This document contains porting hints for porting Redland, especially, to make it run on Win32. It already works under cygwin, so don't use these tips for build that. This is my recording of what I've heard from others who have successfully built the redland libraries under Win32. I've not tried it myself since I don't develop for MS Windows.
-- Dave

1. Starting - Requirements

First get the sources. Either find the latest listed on the main Redland site, or the browse the source distribution area.

You will also need an XML parser and I recommend the newest libxml2 you can find (2.6.x) or expat if you want something small.

The best place to start porting is with Raptor, since it's a required library needed by Redland and Rasqal.

2. Porting Raptor

For a windows build, the sources already include support so you need to compile with a define -DWIN32 so that the win32_raptor_config.h file gets included in C sources. You will also need to set -DRAPTOR_INTERNAL so that certain internal defines and headers are used. Then you just need to link all the C sources objects together to get the raptor.dll library. If it was a command line compile, it'd be something like:

  cc -DWIN32 -DRAPTOR_INTERNAL -I. *.c -o raptor.dll -lexpat

(This is a unix style compile illustrating the form; I don't know the exact invocation for such a command line under Win32).

Raptor needs as a minimum requirement, an XML parser - either expat or libxml2 (prefered) - see the raptor install document for full details. You might have to change the configuration depending on which one you want, the header file above is currently configured for expat. For raptor, There is some ancient and probably out of date win32/VC/VS project files in the win32 directory of the sources.

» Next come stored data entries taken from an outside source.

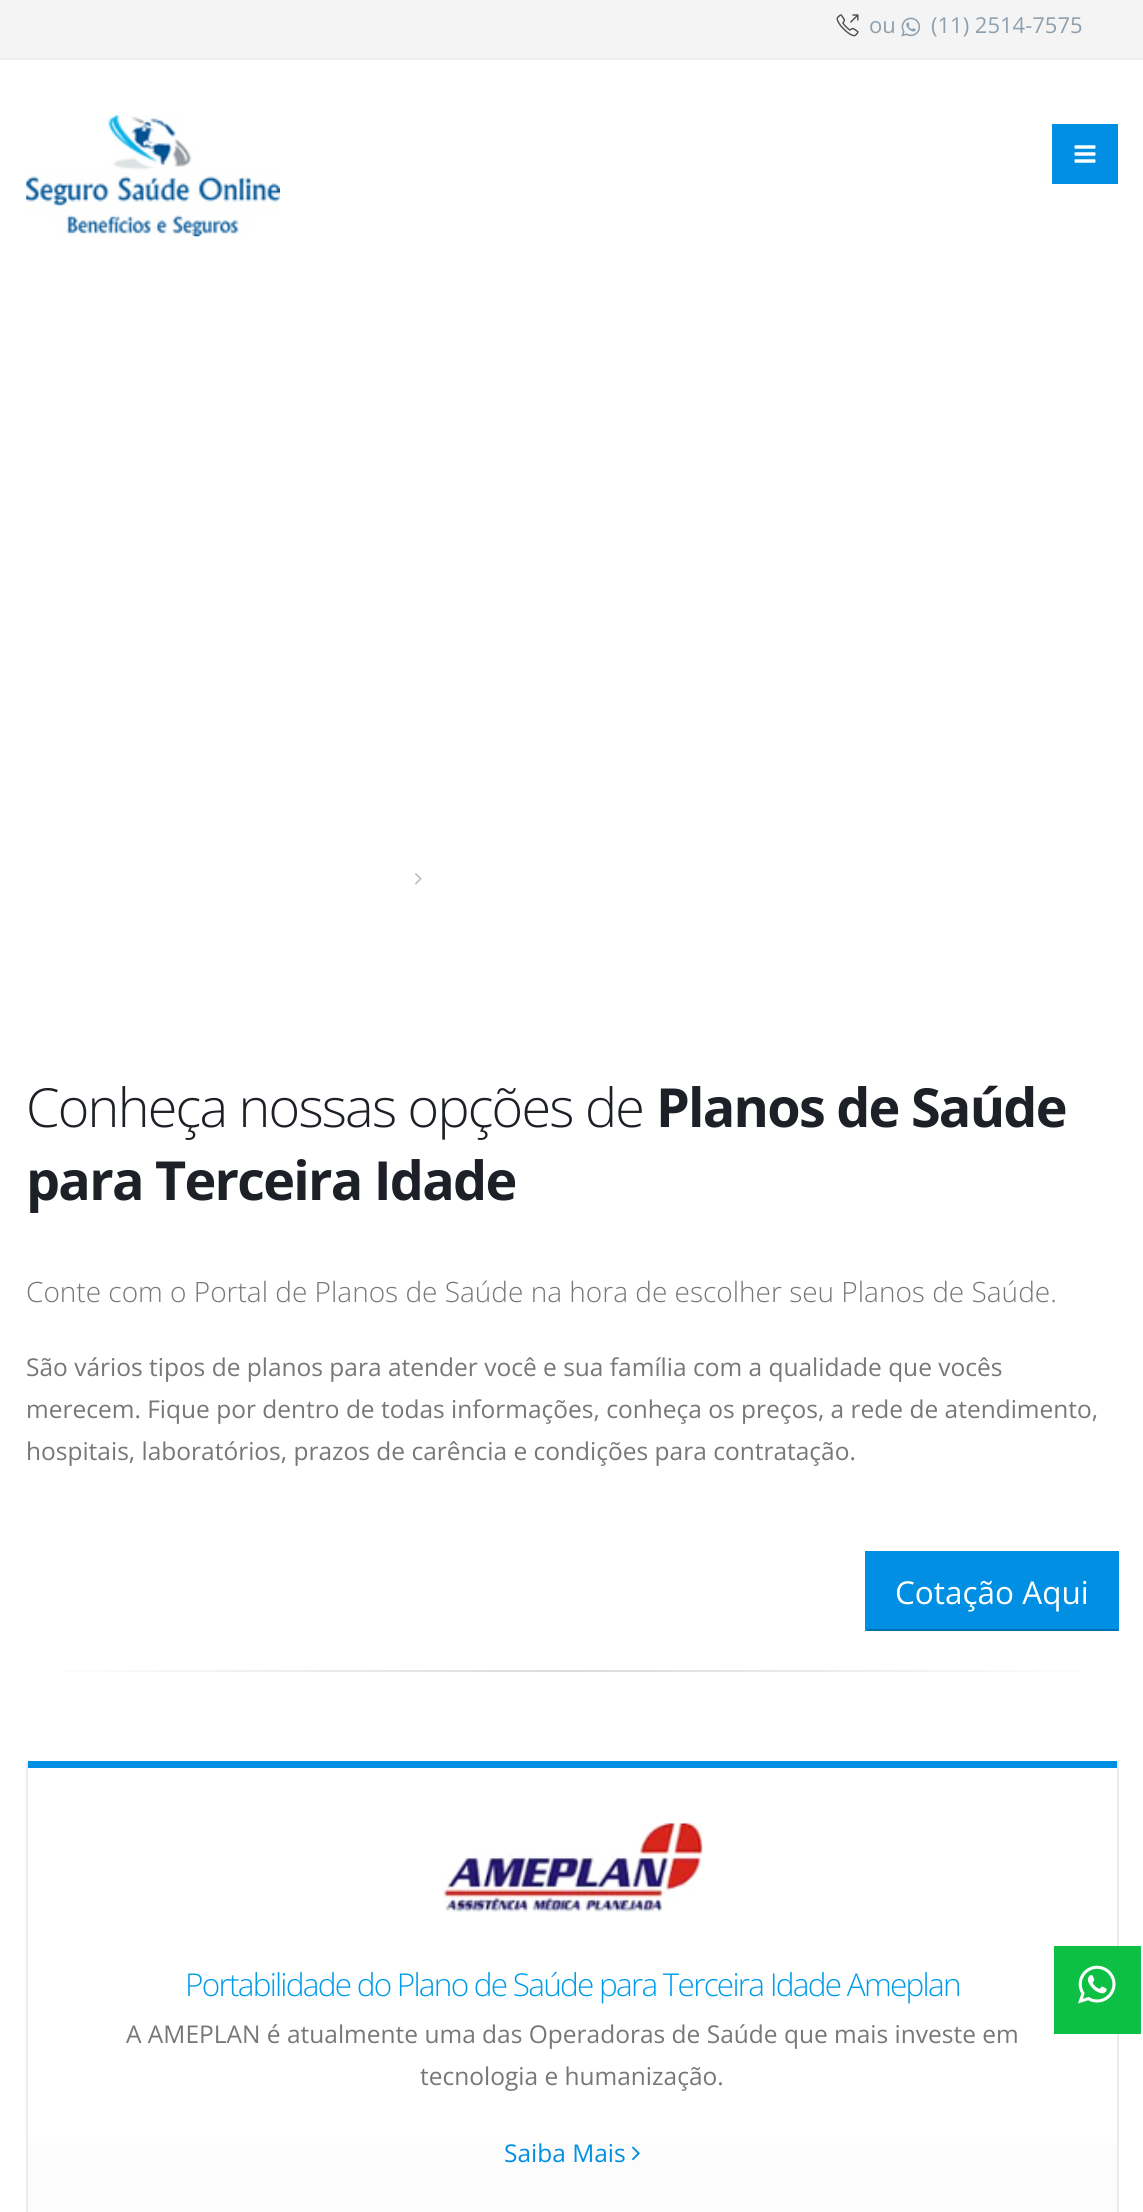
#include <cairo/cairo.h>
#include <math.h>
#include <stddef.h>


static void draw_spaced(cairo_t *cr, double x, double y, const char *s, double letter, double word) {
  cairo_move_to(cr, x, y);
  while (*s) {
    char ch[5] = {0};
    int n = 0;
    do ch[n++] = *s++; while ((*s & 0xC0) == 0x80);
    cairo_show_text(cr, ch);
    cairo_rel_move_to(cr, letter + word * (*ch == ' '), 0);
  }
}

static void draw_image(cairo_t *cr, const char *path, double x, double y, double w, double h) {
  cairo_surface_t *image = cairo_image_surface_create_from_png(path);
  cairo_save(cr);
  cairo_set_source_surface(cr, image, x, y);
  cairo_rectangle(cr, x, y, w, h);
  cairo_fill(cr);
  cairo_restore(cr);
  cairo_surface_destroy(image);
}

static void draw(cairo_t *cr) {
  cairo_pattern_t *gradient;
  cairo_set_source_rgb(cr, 1, 1, 1);
  cairo_paint(cr);
  cairo_set_source_rgb(cr, 244 / 255.0, 244 / 255.0, 244 / 255.0);
  cairo_rectangle(cr, 0, 0, 1143, 58);
  cairo_fill(cr);
  cairo_set_source_rgb(cr, 237 / 255.0, 237 / 255.0, 237 / 255.0);
  cairo_rectangle(cr, 0, 58, 1143, 2);
  cairo_fill(cr);
  draw_image(cr, "images/1.png", 836, 14, 23, 23);
  draw_image(cr, "images/2.png", 901, 17, 20, 20);
  draw_image(cr, "images/3.png", 26, 115, 254, 122);
  cairo_set_source_rgb(cr, 0, 143 / 255.0, 226 / 255.0);
  cairo_rectangle(cr, 1052, 124, 66, 60);
  cairo_fill(cr);
  draw_image(cr, "images/4.png", 1074, 145, 22, 18);
  draw_image(cr, "images/5.png", 415, 873, 7, 12);
  cairo_rectangle(cr, 867, 1551, 250, 78);
  cairo_fill(cr);
  cairo_rectangle(cr, 1117, 1551, 2, 80);
  cairo_fill(cr);
  cairo_set_source_rgb(cr, 0, 111 / 255.0, 175 / 255.0);
  cairo_rectangle(cr, 865, 1629, 253, 2);
  cairo_fill(cr);
  cairo_set_source_rgb(cr, 0, 143 / 255.0, 226 / 255.0);
  cairo_rectangle(cr, 865, 1551, 2, 80);
  cairo_fill(cr);
  gradient = cairo_pattern_create_linear(26, 1670, 1118, 1670);
  cairo_pattern_add_color_stop_rgba(gradient, 0, 1, 1, 1, 1);
  cairo_pattern_add_color_stop_rgba(gradient, 0.5, 219 / 255.0, 219 / 255.0, 219 / 255.0, 1);
  cairo_pattern_add_color_stop_rgba(gradient, 1, 1, 1, 1, 1);
  cairo_set_source(cr, gradient);
  cairo_pattern_destroy(gradient);
  cairo_rectangle(cr, 64, 1670, 1016, 2);
  cairo_fill(cr);
  gradient = cairo_pattern_create_linear(572, 1762, 572, 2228);
  cairo_pattern_add_color_stop_rgba(gradient, 0.01, 1, 1, 1, 1);
  cairo_pattern_add_color_stop_rgba(gradient, 0.98, 252 / 255.0, 252 / 255.0, 252 / 255.0, 1);
  cairo_set_source(cr, gradient);
  cairo_pattern_destroy(gradient);
  cairo_rectangle(cr, 28, 2143, 1089, 69);
  cairo_fill(cr);
  cairo_set_source_rgb(cr, 236 / 255.0, 236 / 255.0, 236 / 255.0);
  cairo_rectangle(cr, 1117, 1762, 2, 450);
  cairo_fill(cr);
  cairo_rectangle(cr, 26, 1762, 2, 450);
  cairo_fill(cr);
  cairo_set_source_rgb(cr, 0, 143 / 255.0, 226 / 255.0);
  cairo_rectangle(cr, 28, 1761, 1089, 7);
  cairo_fill(cr);
  draw_image(cr, "images/6.png", 443, 1823, 260, 89);
  draw_image(cr, "images/7.png", 632, 2146, 8, 15);
  cairo_set_source_rgb(cr, 13 / 255.0, 191 / 255.0, 66 / 255.0);
  cairo_rectangle(cr, 1054, 1946, 87, 88);
  cairo_fill(cr);
  draw_image(cr, "images/8.png", 1078, 1965, 38, 39);
  cairo_select_font_face(cr, "Open Sans", CAIRO_FONT_SLANT_NORMAL, CAIRO_FONT_WEIGHT_NORMAL);
  cairo_set_font_size(cr, 22);
  cairo_set_source_rgb(cr, 142 / 255.0, 160 / 255.0, 174 / 255.0);
  cairo_move_to(cr, 869, 33);
  cairo_show_text(cr, "ou");
  cairo_move_to(cr, 931, 33);
  cairo_show_text(cr, "(11) 2514-7575");
  cairo_select_font_face(cr, "Open Sans Light", CAIRO_FONT_SLANT_NORMAL, CAIRO_FONT_WEIGHT_NORMAL);
  cairo_set_font_size(cr, 53.9);
  cairo_set_source_rgb(cr, 29 / 255.0, 33 / 255.0, 39 / 255.0);
  draw_spaced(cr, 26, 1127, "Conheça nossas opções de", -1.75, 0);
  cairo_select_font_face(cr, "Open Sans", CAIRO_FONT_SLANT_NORMAL, CAIRO_FONT_WEIGHT_BOLD);
  draw_spaced(cr, 656, 1127, "Planos de Saúde", -1.75, 0);
  draw_spaced(cr, 26, 1200, "para Terceira Idade", -1.75, 0);
  cairo_select_font_face(cr, "Open Sans Light", CAIRO_FONT_SLANT_NORMAL, CAIRO_FONT_WEIGHT_NORMAL);
  cairo_set_font_size(cr, 28);
  cairo_set_source_rgb(cr, 119 / 255.0, 119 / 255.0, 119 / 255.0);
  cairo_move_to(cr, 26, 1302);
  cairo_show_text(cr, "Conte com o Portal de Planos de Saúde na hora de escolher seu Planos de Saúde.");
  cairo_select_font_face(cr, "Open Sans", CAIRO_FONT_SLANT_NORMAL, CAIRO_FONT_WEIGHT_NORMAL);
  cairo_set_font_size(cr, 24.5);
  cairo_move_to(cr, 26, 1376);
  cairo_show_text(cr, "São vários tipos de planos para atender você e sua família com a qualidade que vocês");
  cairo_move_to(cr, 26, 1418);
  cairo_show_text(cr, "merecem. Fique por dentro de todas informações, conheça os preços, a rede de atendimento,");
  cairo_move_to(cr, 26, 1460);
  cairo_show_text(cr, "hospitais, laboratórios, prazos de carência e condições para contratação.");
  cairo_set_font_size(cr, 31.5);
  cairo_set_source_rgb(cr, 1, 1, 1);
  cairo_move_to(cr, 895, 1604);
  cairo_show_text(cr, "Cotação Aqui");
  cairo_select_font_face(cr, "Open Sans Light", CAIRO_FONT_SLANT_NORMAL, CAIRO_FONT_WEIGHT_NORMAL);
  cairo_set_source_rgb(cr, 0, 156 / 255.0, 233 / 255.0);
  draw_spaced(cr, 185, 1996, "Portabilidade do Plano de Saúde para Terceira Idade Ameplan", -1.75, 0);
  cairo_select_font_face(cr, "Open Sans", CAIRO_FONT_SLANT_NORMAL, CAIRO_FONT_WEIGHT_NORMAL);
  cairo_set_font_size(cr, 24.5);
  cairo_set_source_rgb(cr, 119 / 255.0, 119 / 255.0, 119 / 255.0);
  cairo_move_to(cr, 126, 2043);
  cairo_show_text(cr, "A AMEPLAN é atualmente uma das Operadoras de Saúde que mais investe em");
  cairo_move_to(cr, 420, 2085);
  cairo_show_text(cr, "tecnologia e humanização.");
  cairo_set_source_rgb(cr, 0, 143 / 255.0, 226 / 255.0);
  cairo_move_to(cr, 504, 2162);
  cairo_show_text(cr, "Saiba Mais");
}

int main(void) {
  cairo_surface_t *surface = cairo_image_surface_create(CAIRO_FORMAT_RGB24, 1143, 2212);
  cairo_t *cr = cairo_create(surface);
  cairo_font_options_t *options = cairo_font_options_create();
  cairo_font_options_set_hint_metrics(options, CAIRO_HINT_METRICS_OFF);
  cairo_font_options_set_hint_style(options, CAIRO_HINT_STYLE_NONE);
  cairo_set_font_options(cr, options);
  cairo_set_miter_limit(cr, 4);
  draw(cr);
  cairo_surface_write_to_png(surface, "out.png");
  cairo_font_options_destroy(options);
  cairo_destroy(cr);
  cairo_surface_destroy(surface);
  return 0;
}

If you are feeling adventurous, you could add libcurl to the build so that it can retrieve WWW content, or use libxml2 and enable its mini-http and ftp functions. See raptor.h.in for the defines needed - just add them to win32_raptor_config (with documentation!) or -DTHING to the compile command.

3. Porting Redland and Rasqal

Redland and Rasqal have similar configurations - a header win32_rdf_config.h (win32_rasqal_config.h) and a define -DWIN32 but I've not got all the win32 bits in a released version or with much confidence it all works.

You should use Redland 0.9.18 (or newer) since it has some win32 fixes. Redland 0.9.18 requires the Rasqal library for rdf querying from so, you'll have to build that before Redland.

Similarly, Rasqal has define and header files like the above and you should take the use 0.9.2 Rasqal or newer which has some initial win32 headers it needs based on the pattern above. This one has never been built for win32 so there are surely some gotchas, but it's pretty vanilla C, just depending on raptor. In pseudo:

  cc -DWIN32 -DRASQAL_INTERNAL -I. -I/path/to/raptor *.c -o raptor.dll
    -lraptor

and at that point you can try to build redland:

  cd librdf
  cc -DWIN32 -DLIBRDF_INTERNAL -I. -I/path/to/raptor -I/path/to/rasqal *.c 
    -o raptor.dll -lraptor -lrasqal

4. MS VC++ Issues

To prevent problems with passing file handles over runtime boundaries and memory issues, Suzan Foster suggests:

When compiling with VC++ check that you're building all libraries with /MD for release and /MDd for debug, /MT and /MTd for the executable.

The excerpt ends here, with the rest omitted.